Work to be completed:
Repeat every record exactly as written.

[Dataset — start]

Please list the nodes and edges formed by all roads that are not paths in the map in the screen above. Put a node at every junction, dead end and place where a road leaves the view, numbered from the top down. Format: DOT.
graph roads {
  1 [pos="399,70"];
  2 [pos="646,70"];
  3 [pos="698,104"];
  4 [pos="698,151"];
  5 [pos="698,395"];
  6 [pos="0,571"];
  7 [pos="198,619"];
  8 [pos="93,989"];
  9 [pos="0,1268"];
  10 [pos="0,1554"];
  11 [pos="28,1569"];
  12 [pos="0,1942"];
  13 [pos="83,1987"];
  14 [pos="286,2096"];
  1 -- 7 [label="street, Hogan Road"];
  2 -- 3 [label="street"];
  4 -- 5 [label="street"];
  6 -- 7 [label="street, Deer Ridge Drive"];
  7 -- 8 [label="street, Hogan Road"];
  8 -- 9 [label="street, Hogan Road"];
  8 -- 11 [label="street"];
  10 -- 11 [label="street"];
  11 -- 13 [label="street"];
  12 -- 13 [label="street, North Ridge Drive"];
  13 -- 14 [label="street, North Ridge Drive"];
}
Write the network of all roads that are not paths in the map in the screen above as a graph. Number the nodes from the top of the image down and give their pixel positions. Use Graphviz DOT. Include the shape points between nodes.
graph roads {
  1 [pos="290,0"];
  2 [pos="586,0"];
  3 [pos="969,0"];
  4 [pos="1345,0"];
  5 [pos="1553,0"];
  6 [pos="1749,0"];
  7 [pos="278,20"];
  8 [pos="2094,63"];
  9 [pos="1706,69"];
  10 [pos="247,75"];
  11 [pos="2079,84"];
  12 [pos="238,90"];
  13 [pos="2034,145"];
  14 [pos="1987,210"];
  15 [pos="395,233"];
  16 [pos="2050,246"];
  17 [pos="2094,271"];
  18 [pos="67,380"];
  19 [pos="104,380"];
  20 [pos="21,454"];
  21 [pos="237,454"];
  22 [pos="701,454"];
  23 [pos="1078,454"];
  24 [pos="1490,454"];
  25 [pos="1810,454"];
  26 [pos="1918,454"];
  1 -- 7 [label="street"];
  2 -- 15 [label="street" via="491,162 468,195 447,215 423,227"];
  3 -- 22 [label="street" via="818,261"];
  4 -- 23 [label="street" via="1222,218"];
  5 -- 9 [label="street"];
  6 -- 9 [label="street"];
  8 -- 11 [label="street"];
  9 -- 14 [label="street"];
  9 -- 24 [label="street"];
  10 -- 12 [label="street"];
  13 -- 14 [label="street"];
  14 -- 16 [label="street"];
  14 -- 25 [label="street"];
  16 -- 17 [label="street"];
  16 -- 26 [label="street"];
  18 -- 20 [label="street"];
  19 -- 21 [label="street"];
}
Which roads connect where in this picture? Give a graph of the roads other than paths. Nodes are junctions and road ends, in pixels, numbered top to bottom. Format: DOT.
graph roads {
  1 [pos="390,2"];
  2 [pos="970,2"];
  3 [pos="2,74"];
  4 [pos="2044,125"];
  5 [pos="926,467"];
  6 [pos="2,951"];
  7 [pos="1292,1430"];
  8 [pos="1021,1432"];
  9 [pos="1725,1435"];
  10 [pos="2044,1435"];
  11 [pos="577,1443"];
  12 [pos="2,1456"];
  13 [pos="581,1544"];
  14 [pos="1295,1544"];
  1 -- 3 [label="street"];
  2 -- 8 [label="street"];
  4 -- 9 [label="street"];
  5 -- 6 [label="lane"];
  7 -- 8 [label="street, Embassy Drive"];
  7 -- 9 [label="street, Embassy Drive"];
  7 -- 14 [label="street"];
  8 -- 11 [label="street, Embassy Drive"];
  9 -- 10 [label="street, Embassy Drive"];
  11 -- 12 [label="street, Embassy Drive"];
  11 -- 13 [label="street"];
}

[Dataset — finish]

Solution:
Please list the nodes and edges formed by all roads that are not paths in the map in the screen above. Put a node at every junction, dead end and place where a road leaves the view, numbered from the top down. Format: DOT.
graph roads {
  1 [pos="399,70"];
  2 [pos="646,70"];
  3 [pos="698,104"];
  4 [pos="698,151"];
  5 [pos="698,395"];
  6 [pos="0,571"];
  7 [pos="198,619"];
  8 [pos="93,989"];
  9 [pos="0,1268"];
  10 [pos="0,1554"];
  11 [pos="28,1569"];
  12 [pos="0,1942"];
  13 [pos="83,1987"];
  14 [pos="286,2096"];
  1 -- 7 [label="street, Hogan Road"];
  2 -- 3 [label="street"];
  4 -- 5 [label="street"];
  6 -- 7 [label="street, Deer Ridge Drive"];
  7 -- 8 [label="street, Hogan Road"];
  8 -- 9 [label="street, Hogan Road"];
  8 -- 11 [label="street"];
  10 -- 11 [label="street"];
  11 -- 13 [label="street"];
  12 -- 13 [label="street, North Ridge Drive"];
  13 -- 14 [label="street, North Ridge Drive"];
}
Write the network of all roads that are not paths in the map in the screen above as a graph. Number the nodes from the top of the image down and give their pixel positions. Use Graphviz DOT. Include the shape points between nodes.
graph roads {
  1 [pos="290,0"];
  2 [pos="586,0"];
  3 [pos="969,0"];
  4 [pos="1345,0"];
  5 [pos="1553,0"];
  6 [pos="1749,0"];
  7 [pos="278,20"];
  8 [pos="2094,63"];
  9 [pos="1706,69"];
  10 [pos="247,75"];
  11 [pos="2079,84"];
  12 [pos="238,90"];
  13 [pos="2034,145"];
  14 [pos="1987,210"];
  15 [pos="395,233"];
  16 [pos="2050,246"];
  17 [pos="2094,271"];
  18 [pos="67,380"];
  19 [pos="104,380"];
  20 [pos="21,454"];
  21 [pos="237,454"];
  22 [pos="701,454"];
  23 [pos="1078,454"];
  24 [pos="1490,454"];
  25 [pos="1810,454"];
  26 [pos="1918,454"];
  1 -- 7 [label="street"];
  2 -- 15 [label="street" via="491,162 468,195 447,215 423,227"];
  3 -- 22 [label="street" via="818,261"];
  4 -- 23 [label="street" via="1222,218"];
  5 -- 9 [label="street"];
  6 -- 9 [label="street"];
  8 -- 11 [label="street"];
  9 -- 14 [label="street"];
  9 -- 24 [label="street"];
  10 -- 12 [label="street"];
  13 -- 14 [label="street"];
  14 -- 16 [label="street"];
  14 -- 25 [label="street"];
  16 -- 17 [label="street"];
  16 -- 26 [label="street"];
  18 -- 20 [label="street"];
  19 -- 21 [label="street"];
}
Which roads connect where in this picture? Give a graph of the roads other than paths. Nodes are junctions and road ends, in pixels, numbered top to bottom. Format: DOT.
graph roads {
  1 [pos="390,2"];
  2 [pos="970,2"];
  3 [pos="2,74"];
  4 [pos="2044,125"];
  5 [pos="926,467"];
  6 [pos="2,951"];
  7 [pos="1292,1430"];
  8 [pos="1021,1432"];
  9 [pos="1725,1435"];
  10 [pos="2044,1435"];
  11 [pos="577,1443"];
  12 [pos="2,1456"];
  13 [pos="581,1544"];
  14 [pos="1295,1544"];
  1 -- 3 [label="street"];
  2 -- 8 [label="street"];
  4 -- 9 [label="street"];
  5 -- 6 [label="lane"];
  7 -- 8 [label="street, Embassy Drive"];
  7 -- 9 [label="street, Embassy Drive"];
  7 -- 14 [label="street"];
  8 -- 11 [label="street, Embassy Drive"];
  9 -- 10 [label="street, Embassy Drive"];
  11 -- 12 [label="street, Embassy Drive"];
  11 -- 13 [label="street"];
}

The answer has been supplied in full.